Input data below:

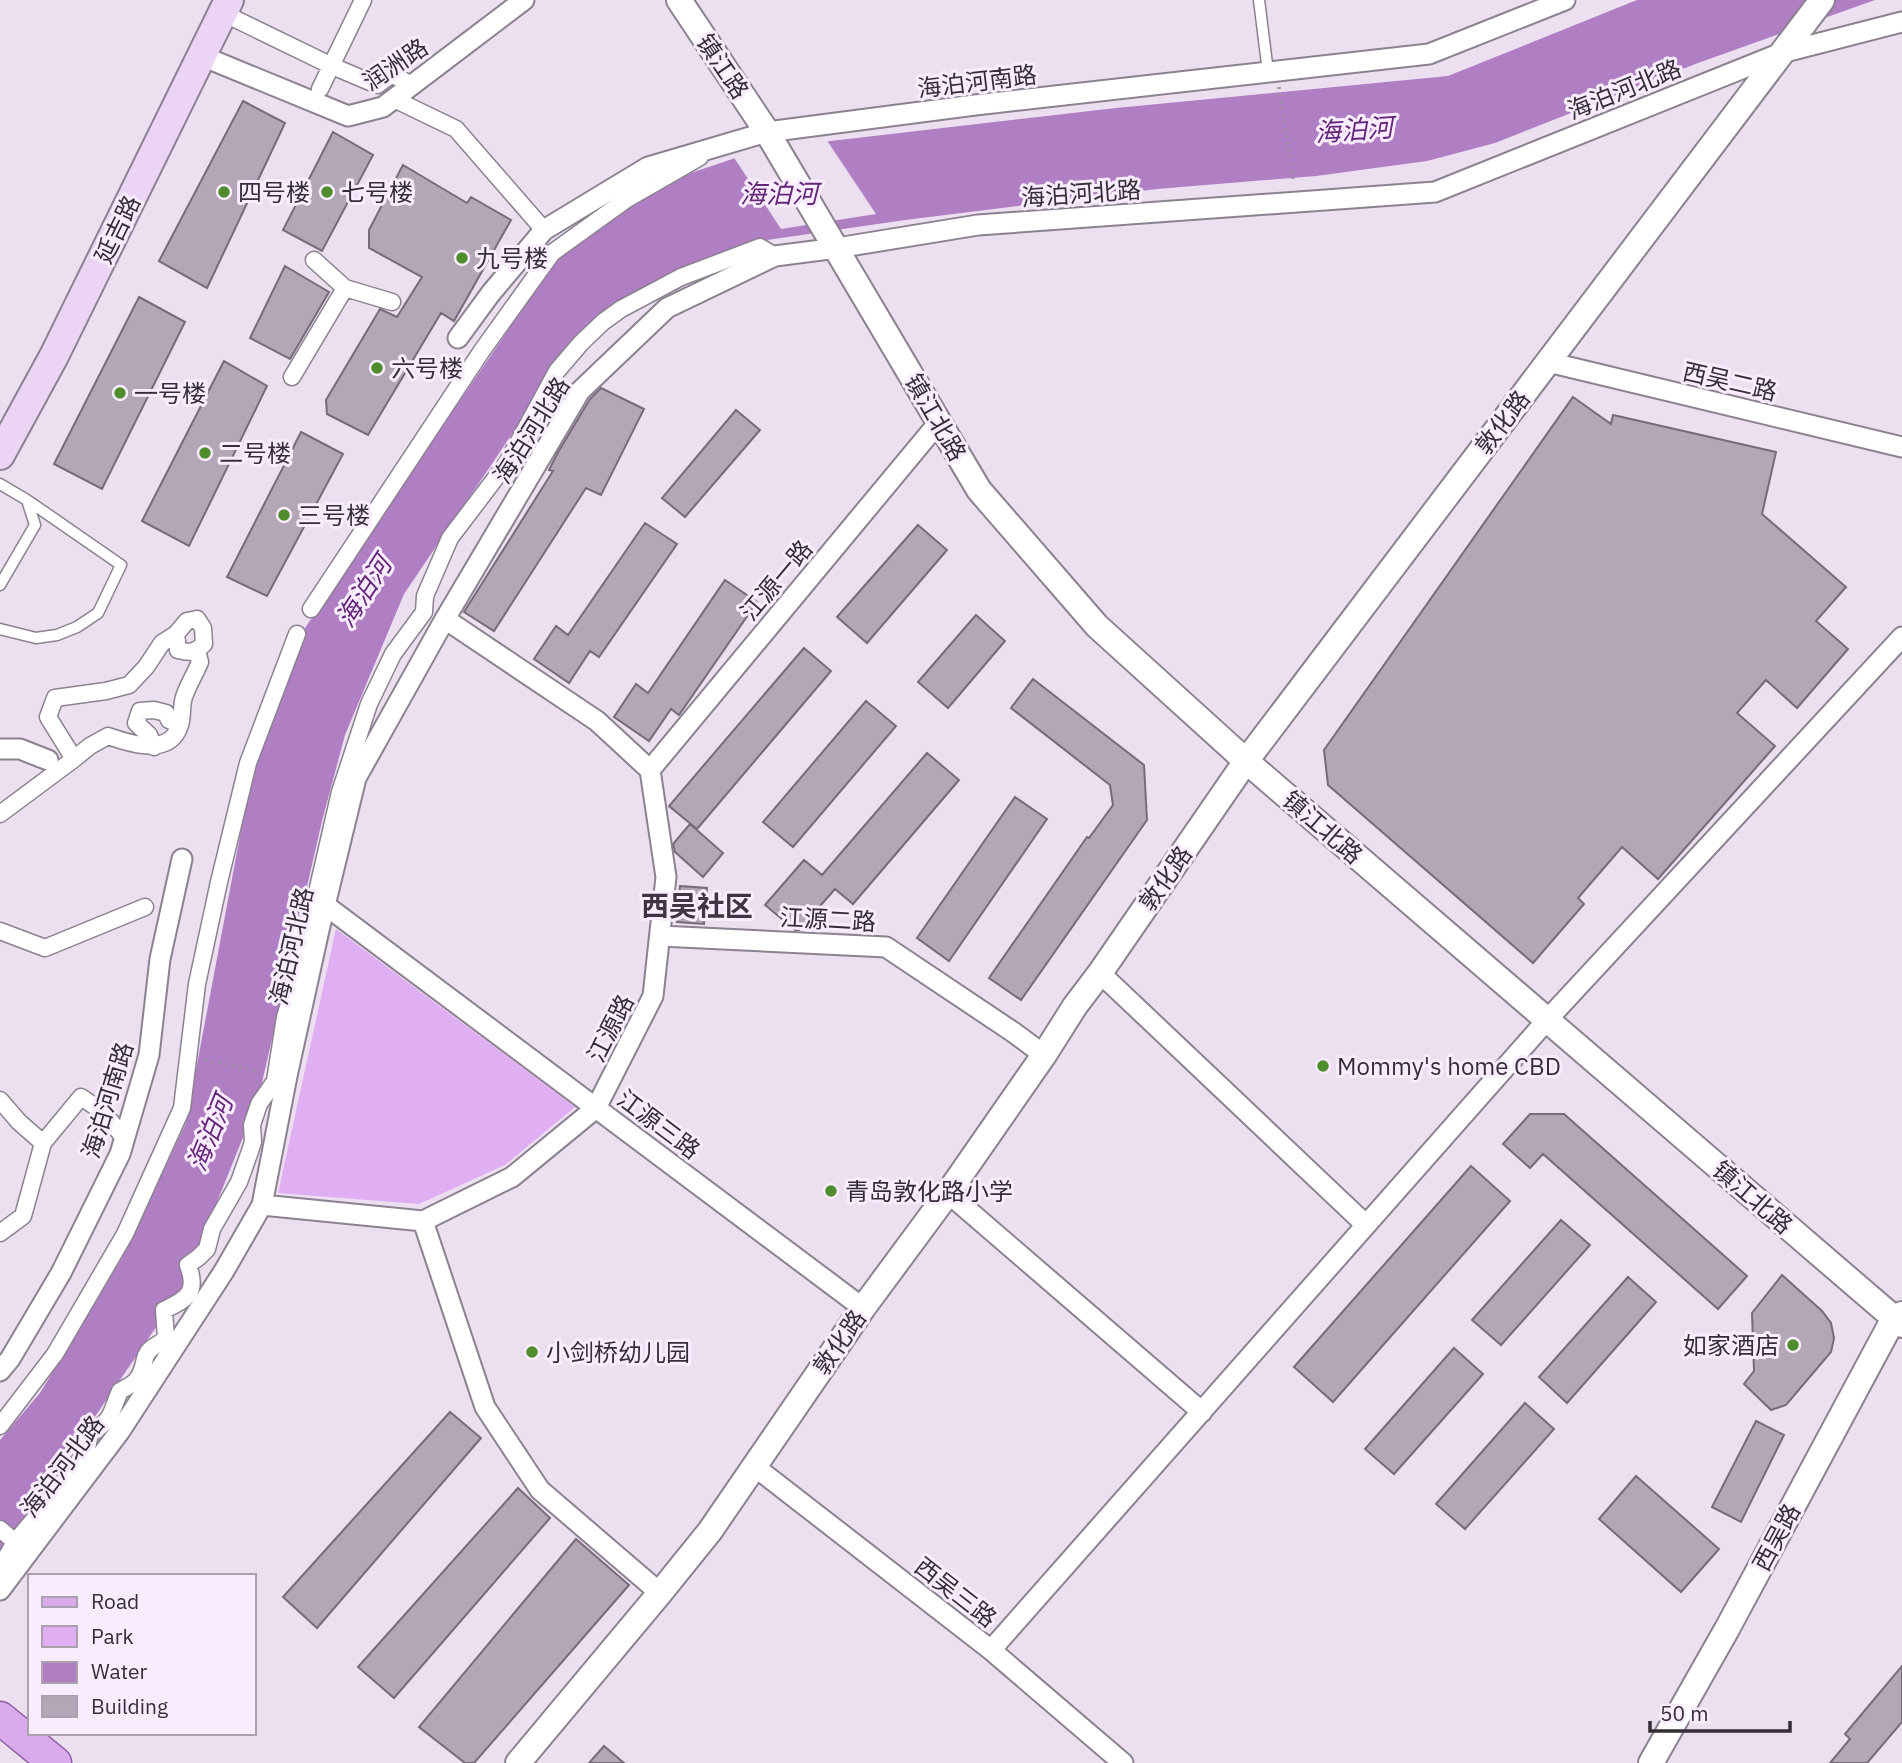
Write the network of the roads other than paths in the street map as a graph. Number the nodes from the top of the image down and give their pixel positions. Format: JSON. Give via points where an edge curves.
{"nodes":[{"id":1,"x":363,"y":0,"type":"edge"},
{"id":2,"x":524,"y":0,"type":"edge"},
{"id":3,"x":679,"y":0,"type":"edge"},
{"id":4,"x":1259,"y":0,"type":"edge"},
{"id":5,"x":1565,"y":0,"type":"edge"},
{"id":6,"x":1822,"y":0,"type":"edge"},
{"id":7,"x":226,"y":6,"type":"edge"},
{"id":8,"x":1902,"y":22,"type":"edge"},
{"id":9,"x":1781,"y":53,"type":"junction"},
{"id":10,"x":202,"y":56,"type":"junction"},
{"id":11,"x":332,"y":66,"type":"junction"},
{"id":12,"x":1274,"y":80,"type":"junction"},
{"id":13,"x":411,"y":85,"type":"junction"},
{"id":14,"x":320,"y":89,"type":"dead end"},
{"id":15,"x":394,"y":99,"type":"junction"},
{"id":16,"x":767,"y":132,"type":"junction"},
{"id":17,"x":721,"y":145,"type":"junction"},
{"id":18,"x":544,"y":230,"type":"junction"},
{"id":19,"x":837,"y":248,"type":"junction"},
{"id":20,"x":775,"y":256,"type":"junction"},
{"id":21,"x":314,"y":260,"type":"dead end"},
{"id":22,"x":345,"y":288,"type":"junction"},
{"id":23,"x":392,"y":302,"type":"dead end"},
{"id":24,"x":458,"y":338,"type":"dead end"},
{"id":25,"x":1548,"y":362,"type":"junction"},
{"id":26,"x":292,"y":377,"type":"dead end"},
{"id":27,"x":939,"y":422,"type":"junction"},
{"id":28,"x":2,"y":444,"type":"edge"},
{"id":29,"x":1902,"y":447,"type":"edge"},
{"id":30,"x":0,"y":485,"type":"edge"},
{"id":31,"x":27,"y":500,"type":"junction"},
{"id":32,"x":0,"y":585,"type":"edge"},
{"id":33,"x":311,"y":609,"type":"dead end"},
{"id":34,"x":445,"y":619,"type":"junction"},
{"id":35,"x":0,"y":629,"type":"edge"},
{"id":36,"x":297,"y":634,"type":"dead end"},
{"id":37,"x":176,"y":635,"type":"junction"},
{"id":38,"x":1902,"y":637,"type":"edge"},
{"id":39,"x":197,"y":651,"type":"junction"},
{"id":40,"x":180,"y":725,"type":"junction"},
{"id":41,"x":154,"y":747,"type":"junction"},
{"id":42,"x":0,"y":749,"type":"edge"},
{"id":43,"x":74,"y":759,"type":"junction"},
{"id":44,"x":48,"y":760,"type":"dead end"},
{"id":45,"x":1246,"y":761,"type":"junction"},
{"id":46,"x":650,"y":769,"type":"junction"},
{"id":47,"x":0,"y":814,"type":"edge"},
{"id":48,"x":183,"y":859,"type":"dead end"},
{"id":49,"x":325,"y":905,"type":"junction"},
{"id":50,"x":145,"y":907,"type":"dead end"},
{"id":51,"x":0,"y":931,"type":"edge"},
{"id":52,"x":660,"y":936,"type":"junction"},
{"id":53,"x":1100,"y":973,"type":"junction"},
{"id":54,"x":1547,"y":1020,"type":"junction"},
{"id":55,"x":1044,"y":1055,"type":"junction"},
{"id":56,"x":0,"y":1100,"type":"edge"},
{"id":57,"x":596,"y":1108,"type":"junction"},
{"id":58,"x":125,"y":1139,"type":"junction"},
{"id":59,"x":43,"y":1143,"type":"junction"},
{"id":60,"x":948,"y":1193,"type":"junction"},
{"id":61,"x":262,"y":1205,"type":"junction"},
{"id":62,"x":423,"y":1221,"type":"junction"},
{"id":63,"x":1366,"y":1225,"type":"junction"},
{"id":64,"x":0,"y":1233,"type":"edge"},
{"id":65,"x":863,"y":1308,"type":"junction"},
{"id":66,"x":1899,"y":1319,"type":"edge"},
{"id":67,"x":0,"y":1371,"type":"edge"},
{"id":68,"x":1202,"y":1412,"type":"junction"},
{"id":69,"x":0,"y":1426,"type":"edge"},
{"id":70,"x":754,"y":1465,"type":"junction"},
{"id":71,"x":0,"y":1530,"type":"edge"},
{"id":72,"x":15,"y":1542,"type":"junction"},
{"id":73,"x":0,"y":1567,"type":"edge"},
{"id":74,"x":0,"y":1590,"type":"edge"},
{"id":75,"x":660,"y":1594,"type":"junction"},
{"id":76,"x":991,"y":1650,"type":"junction"},
{"id":77,"x":0,"y":1718,"type":"edge"},
{"id":78,"x":55,"y":1763,"type":"edge"},
{"id":79,"x":518,"y":1763,"type":"edge"},
{"id":80,"x":1124,"y":1763,"type":"edge"},
{"id":81,"x":1651,"y":1763,"type":"edge"}],
"edges":[{"from":1,"to":11,"type":"street"},
{"from":2,"to":13,"type":"street","name":"润洲路"},
{"from":3,"to":16,"type":"street","name":"镇江路"},
{"from":4,"to":12,"type":"lane"},
{"from":5,"to":12,"type":"street","name":"海泊河南路","via":[[1429,54]]},
{"from":6,"to":9,"type":"street","name":"敦化路"},
{"from":7,"to":10,"type":"main road","name":"延吉路"},
{"from":7,"to":11,"type":"street"},
{"from":8,"to":9,"type":"street","name":"海泊河北路"},
{"from":9,"to":19,"type":"street","name":"海泊河北路","via":[[1435,192],[978,225]]},
{"from":9,"to":25,"type":"street","name":"敦化路"},
{"from":10,"to":15,"type":"street","name":"润洲路","via":[[348,116],[383,107]]},
{"from":10,"to":28,"type":"main road","name":"延吉路","via":[[60,344]]},
{"from":11,"to":13,"type":"street","via":[[377,85],[391,75]]},
{"from":11,"to":14,"type":"street"},
{"from":12,"to":16,"type":"street","name":"海泊河南路","via":[[975,106]]},
{"from":13,"to":15,"type":"street","name":"润洲路"},
{"from":15,"to":18,"type":"street","via":[[456,129]]},
{"from":16,"to":17,"type":"street","name":"海泊河南路"},
{"from":16,"to":19,"type":"street","name":"镇江路"},
{"from":17,"to":18,"type":"street","name":"海泊河南路","via":[[648,167]]},
{"from":17,"to":33,"type":"street","via":[[627,199],[552,253]]},
{"from":18,"to":24,"type":"street","name":"海泊河南路"},
{"from":19,"to":20,"type":"street","name":"海泊河北路"},
{"from":19,"to":27,"type":"street","name":"镇江北路"},
{"from":20,"to":34,"type":"street","name":"海泊河北路","via":[[667,308],[580,391]]},
{"from":20,"to":72,"type":"street","via":[[760,247],[702,268],[603,323],[557,371],[507,463],[450,538],[425,596],[424,611],[393,654],[355,742],[311,918],[300,939],[275,1081],[259,1104],[252,1125],[253,1142],[239,1182],[212,1228],[207,1249],[188,1265],[193,1279],[186,1299],[164,1310],[166,1339],[145,1355],[137,1381],[120,1391],[107,1423],[90,1434],[86,1452]]},
{"from":21,"to":22,"type":"street"},
{"from":22,"to":23,"type":"street"},
{"from":22,"to":26,"type":"street"},
{"from":25,"to":29,"type":"street","name":"西吴二路"},
{"from":25,"to":45,"type":"street","name":"敦化路"},
{"from":27,"to":45,"type":"street","name":"镇江北路","via":[[979,490],[1097,626]]},
{"from":27,"to":46,"type":"street","name":"江源一路"},
{"from":30,"to":31,"type":"lane"},
{"from":31,"to":32,"type":"lane","via":[[35,525]]},
{"from":31,"to":35,"type":"lane","via":[[121,565],[98,612],[77,627],[36,638]]},
{"from":34,"to":46,"type":"street","via":[[597,721]]},
{"from":34,"to":49,"type":"street","name":"海泊河北路","via":[[356,778]]},
{"from":36,"to":69,"type":"street","via":[[248,764],[219,882],[197,984],[182,1108],[125,1234],[55,1354]]},
{"from":37,"to":39,"type":"street","via":[[178,650]]},
{"from":37,"to":39,"type":"street","via":[[187,621],[197,619],[204,644]]},
{"from":37,"to":43,"type":"street","via":[[162,643],[129,685],[55,698],[48,717]]},
{"from":38,"to":54,"type":"street"},
{"from":39,"to":40,"type":"street","via":[[200,662],[184,699]]},
{"from":40,"to":41,"type":"street","via":[[174,736]]},
{"from":40,"to":41,"type":"street","via":[[166,713],[140,711],[136,723]]},
{"from":41,"to":43,"type":"street","via":[[108,736]]},
{"from":42,"to":44,"type":"street","via":[[20,749]]},
{"from":43,"to":47,"type":"street"},
{"from":45,"to":53,"type":"street","name":"敦化路"},
{"from":45,"to":54,"type":"street","name":"镇江北路"},
{"from":46,"to":52,"type":"street","name":"江源路","via":[[666,877]]},
{"from":48,"to":58,"type":"street","name":"海泊河南路","via":[[160,959],[149,1055]]},
{"from":49,"to":57,"type":"street","name":"江源三路"},
{"from":49,"to":61,"type":"street","name":"海泊河北路"},
{"from":50,"to":51,"type":"street","via":[[45,948]]},
{"from":52,"to":55,"type":"street","name":"江源二路","via":[[886,947]]},
{"from":52,"to":57,"type":"street","name":"江源路","via":[[653,996]]},
{"from":53,"to":55,"type":"street","name":"敦化路"},
{"from":53,"to":63,"type":"street"},
{"from":54,"to":63,"type":"street"},
{"from":54,"to":66,"type":"street","name":"镇江北路"},
{"from":55,"to":60,"type":"street","name":"敦化路"},
{"from":56,"to":59,"type":"street"},
{"from":57,"to":62,"type":"street","name":"江源路","via":[[512,1177]]},
{"from":57,"to":65,"type":"street","name":"江源三路"},
{"from":58,"to":59,"type":"street","via":[[103,1112],[81,1097]]},
{"from":58,"to":67,"type":"street","name":"海泊河南路","via":[[61,1273]]},
{"from":59,"to":64,"type":"street","via":[[23,1216]]},
{"from":60,"to":65,"type":"street","name":"敦化路"},
{"from":60,"to":68,"type":"street"},
{"from":61,"to":62,"type":"street"},
{"from":61,"to":74,"type":"street","name":"海泊河北路","via":[[120,1431]]},
{"from":62,"to":75,"type":"street","via":[[485,1407],[540,1490]]},
{"from":63,"to":68,"type":"street"},
{"from":65,"to":70,"type":"street","name":"敦化路"},
{"from":66,"to":81,"type":"street","name":"西吴路"},
{"from":68,"to":76,"type":"street"},
{"from":70,"to":75,"type":"street","name":"敦化路"},
{"from":70,"to":76,"type":"street","name":"西吴三路"},
{"from":71,"to":72,"type":"street"},
{"from":72,"to":73,"type":"street"},
{"from":75,"to":79,"type":"street","name":"敦化路"},
{"from":76,"to":80,"type":"street","name":"西吴三路"},
{"from":77,"to":78,"type":"main road"}]}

End of Input data.

Assignment ▸
For every line of the data above that contains "nodes", copy that line.

Solution to this problem ▸
Write the network of the roads other than paths in the street map as a graph. Number the nodes from the top of the image down and give their pixel positions. Format: JSON. Give via points where an edge curves.
{"nodes":[{"id":1,"x":363,"y":0,"type":"edge"},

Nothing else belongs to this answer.